> _WHAT IS REQUIRED_:
Copy out the lines below that hold the word "Nedre".

> _EXTRACTED MATERIAL_:

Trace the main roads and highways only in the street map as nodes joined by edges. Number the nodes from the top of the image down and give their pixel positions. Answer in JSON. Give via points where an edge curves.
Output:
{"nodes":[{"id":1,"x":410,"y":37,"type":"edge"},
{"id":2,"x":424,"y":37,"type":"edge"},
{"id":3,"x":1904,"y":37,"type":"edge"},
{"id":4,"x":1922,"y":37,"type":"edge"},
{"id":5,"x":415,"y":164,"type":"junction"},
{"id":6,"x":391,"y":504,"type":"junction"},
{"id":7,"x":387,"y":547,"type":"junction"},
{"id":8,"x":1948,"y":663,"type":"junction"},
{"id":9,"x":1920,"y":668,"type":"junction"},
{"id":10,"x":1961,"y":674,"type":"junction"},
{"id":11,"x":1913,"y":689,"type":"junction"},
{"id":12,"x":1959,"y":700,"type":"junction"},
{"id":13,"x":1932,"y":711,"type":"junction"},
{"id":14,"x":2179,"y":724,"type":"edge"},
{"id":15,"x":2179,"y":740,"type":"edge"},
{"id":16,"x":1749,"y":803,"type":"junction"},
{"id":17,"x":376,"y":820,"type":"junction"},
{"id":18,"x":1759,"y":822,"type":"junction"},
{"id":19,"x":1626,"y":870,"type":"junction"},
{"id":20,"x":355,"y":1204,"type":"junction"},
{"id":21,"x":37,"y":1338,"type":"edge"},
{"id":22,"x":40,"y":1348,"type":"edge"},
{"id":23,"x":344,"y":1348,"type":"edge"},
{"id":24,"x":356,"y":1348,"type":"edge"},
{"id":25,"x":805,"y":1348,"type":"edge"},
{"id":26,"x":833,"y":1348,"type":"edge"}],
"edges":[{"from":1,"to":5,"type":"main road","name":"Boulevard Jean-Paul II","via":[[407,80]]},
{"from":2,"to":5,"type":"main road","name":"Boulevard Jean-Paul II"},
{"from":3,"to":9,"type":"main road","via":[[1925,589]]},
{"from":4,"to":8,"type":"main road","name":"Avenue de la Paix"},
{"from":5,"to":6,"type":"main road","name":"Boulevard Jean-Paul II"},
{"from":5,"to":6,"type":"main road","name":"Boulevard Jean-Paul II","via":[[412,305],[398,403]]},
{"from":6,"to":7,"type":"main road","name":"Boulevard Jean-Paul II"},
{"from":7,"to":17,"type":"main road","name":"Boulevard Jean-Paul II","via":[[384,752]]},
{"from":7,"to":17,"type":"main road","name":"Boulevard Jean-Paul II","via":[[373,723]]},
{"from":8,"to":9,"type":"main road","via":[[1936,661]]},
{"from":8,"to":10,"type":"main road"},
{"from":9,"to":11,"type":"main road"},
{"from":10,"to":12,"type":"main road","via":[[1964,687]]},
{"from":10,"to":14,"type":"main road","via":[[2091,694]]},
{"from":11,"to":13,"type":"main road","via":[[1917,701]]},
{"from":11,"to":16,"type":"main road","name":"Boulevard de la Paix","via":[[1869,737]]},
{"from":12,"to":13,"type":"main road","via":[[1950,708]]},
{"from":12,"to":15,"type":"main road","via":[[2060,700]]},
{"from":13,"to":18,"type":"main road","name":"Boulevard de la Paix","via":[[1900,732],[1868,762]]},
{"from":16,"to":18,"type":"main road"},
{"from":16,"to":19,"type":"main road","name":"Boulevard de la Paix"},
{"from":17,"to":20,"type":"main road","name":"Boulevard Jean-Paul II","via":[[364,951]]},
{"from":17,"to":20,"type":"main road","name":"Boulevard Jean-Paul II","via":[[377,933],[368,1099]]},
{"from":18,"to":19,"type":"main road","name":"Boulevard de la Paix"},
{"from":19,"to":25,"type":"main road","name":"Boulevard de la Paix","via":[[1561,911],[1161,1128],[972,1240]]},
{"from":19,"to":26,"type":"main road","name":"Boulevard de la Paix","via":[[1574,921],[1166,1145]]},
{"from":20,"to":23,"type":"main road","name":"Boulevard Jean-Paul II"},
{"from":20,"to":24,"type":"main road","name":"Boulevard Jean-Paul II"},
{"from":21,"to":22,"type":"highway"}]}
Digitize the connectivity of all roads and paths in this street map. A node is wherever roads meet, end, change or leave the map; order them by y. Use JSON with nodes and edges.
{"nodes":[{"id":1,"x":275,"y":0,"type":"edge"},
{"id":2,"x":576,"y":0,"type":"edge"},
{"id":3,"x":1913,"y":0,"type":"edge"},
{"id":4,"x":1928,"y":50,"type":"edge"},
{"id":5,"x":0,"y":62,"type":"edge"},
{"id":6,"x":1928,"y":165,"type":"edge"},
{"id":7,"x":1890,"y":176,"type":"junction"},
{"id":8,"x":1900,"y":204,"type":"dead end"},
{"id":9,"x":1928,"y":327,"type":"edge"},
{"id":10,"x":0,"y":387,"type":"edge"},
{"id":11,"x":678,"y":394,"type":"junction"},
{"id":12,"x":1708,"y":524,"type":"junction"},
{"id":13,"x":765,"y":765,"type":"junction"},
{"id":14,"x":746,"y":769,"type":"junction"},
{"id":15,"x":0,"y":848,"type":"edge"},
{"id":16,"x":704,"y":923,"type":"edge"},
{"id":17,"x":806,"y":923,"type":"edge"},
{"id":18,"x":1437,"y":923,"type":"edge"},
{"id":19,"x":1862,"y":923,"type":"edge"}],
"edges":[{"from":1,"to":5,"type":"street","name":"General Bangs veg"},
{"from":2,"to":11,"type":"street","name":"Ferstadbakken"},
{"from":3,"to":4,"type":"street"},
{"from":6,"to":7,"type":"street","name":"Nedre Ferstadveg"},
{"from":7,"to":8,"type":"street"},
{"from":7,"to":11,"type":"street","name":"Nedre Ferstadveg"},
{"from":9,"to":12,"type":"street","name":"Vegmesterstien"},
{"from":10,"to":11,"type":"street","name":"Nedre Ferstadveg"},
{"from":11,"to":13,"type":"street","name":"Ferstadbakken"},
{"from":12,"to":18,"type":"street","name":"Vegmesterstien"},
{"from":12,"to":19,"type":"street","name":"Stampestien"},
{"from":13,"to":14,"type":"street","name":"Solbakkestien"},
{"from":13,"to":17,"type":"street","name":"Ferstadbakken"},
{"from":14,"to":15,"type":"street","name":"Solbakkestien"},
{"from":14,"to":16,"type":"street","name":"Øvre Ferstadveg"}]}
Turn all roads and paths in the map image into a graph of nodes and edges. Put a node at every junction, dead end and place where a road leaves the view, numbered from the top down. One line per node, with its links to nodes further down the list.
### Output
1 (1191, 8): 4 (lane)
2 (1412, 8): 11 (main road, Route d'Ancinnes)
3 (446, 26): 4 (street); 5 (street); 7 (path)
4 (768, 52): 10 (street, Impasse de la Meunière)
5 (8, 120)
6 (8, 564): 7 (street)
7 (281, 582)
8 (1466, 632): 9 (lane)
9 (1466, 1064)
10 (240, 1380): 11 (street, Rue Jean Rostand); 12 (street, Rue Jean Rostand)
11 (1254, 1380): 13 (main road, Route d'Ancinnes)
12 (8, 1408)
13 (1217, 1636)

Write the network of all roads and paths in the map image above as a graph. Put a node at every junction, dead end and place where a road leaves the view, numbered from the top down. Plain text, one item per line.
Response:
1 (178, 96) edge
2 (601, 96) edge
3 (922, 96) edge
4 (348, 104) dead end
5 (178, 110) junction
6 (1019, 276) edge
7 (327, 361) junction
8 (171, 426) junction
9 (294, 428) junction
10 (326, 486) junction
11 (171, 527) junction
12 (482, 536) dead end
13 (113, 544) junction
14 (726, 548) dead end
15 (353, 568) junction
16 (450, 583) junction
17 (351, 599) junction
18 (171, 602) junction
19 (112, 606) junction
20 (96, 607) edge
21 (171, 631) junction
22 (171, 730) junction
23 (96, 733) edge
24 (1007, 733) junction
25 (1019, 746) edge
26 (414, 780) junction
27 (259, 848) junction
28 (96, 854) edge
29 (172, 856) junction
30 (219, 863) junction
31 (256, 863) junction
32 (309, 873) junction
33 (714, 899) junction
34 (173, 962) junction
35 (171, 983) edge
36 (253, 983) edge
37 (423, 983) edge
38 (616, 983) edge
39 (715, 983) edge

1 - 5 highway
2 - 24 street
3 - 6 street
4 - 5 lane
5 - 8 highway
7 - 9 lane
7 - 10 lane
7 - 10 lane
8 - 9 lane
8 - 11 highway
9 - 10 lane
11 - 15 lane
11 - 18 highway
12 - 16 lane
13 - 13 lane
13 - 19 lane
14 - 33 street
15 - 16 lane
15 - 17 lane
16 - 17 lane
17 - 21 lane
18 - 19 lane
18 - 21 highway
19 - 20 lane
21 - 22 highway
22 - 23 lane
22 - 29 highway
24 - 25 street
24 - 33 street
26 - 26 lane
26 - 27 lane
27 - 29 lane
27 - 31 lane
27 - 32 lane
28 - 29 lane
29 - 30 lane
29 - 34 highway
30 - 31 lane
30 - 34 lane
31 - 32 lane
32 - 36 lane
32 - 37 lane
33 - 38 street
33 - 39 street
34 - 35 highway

> _COMPLETED EXERCISE_:
{"from":6,"to":7,"type":"street","name":"Nedre Ferstadveg"},
{"from":7,"to":11,"type":"street","name":"Nedre Ferstadveg"},
{"from":10,"to":11,"type":"street","name":"Nedre Ferstadveg"},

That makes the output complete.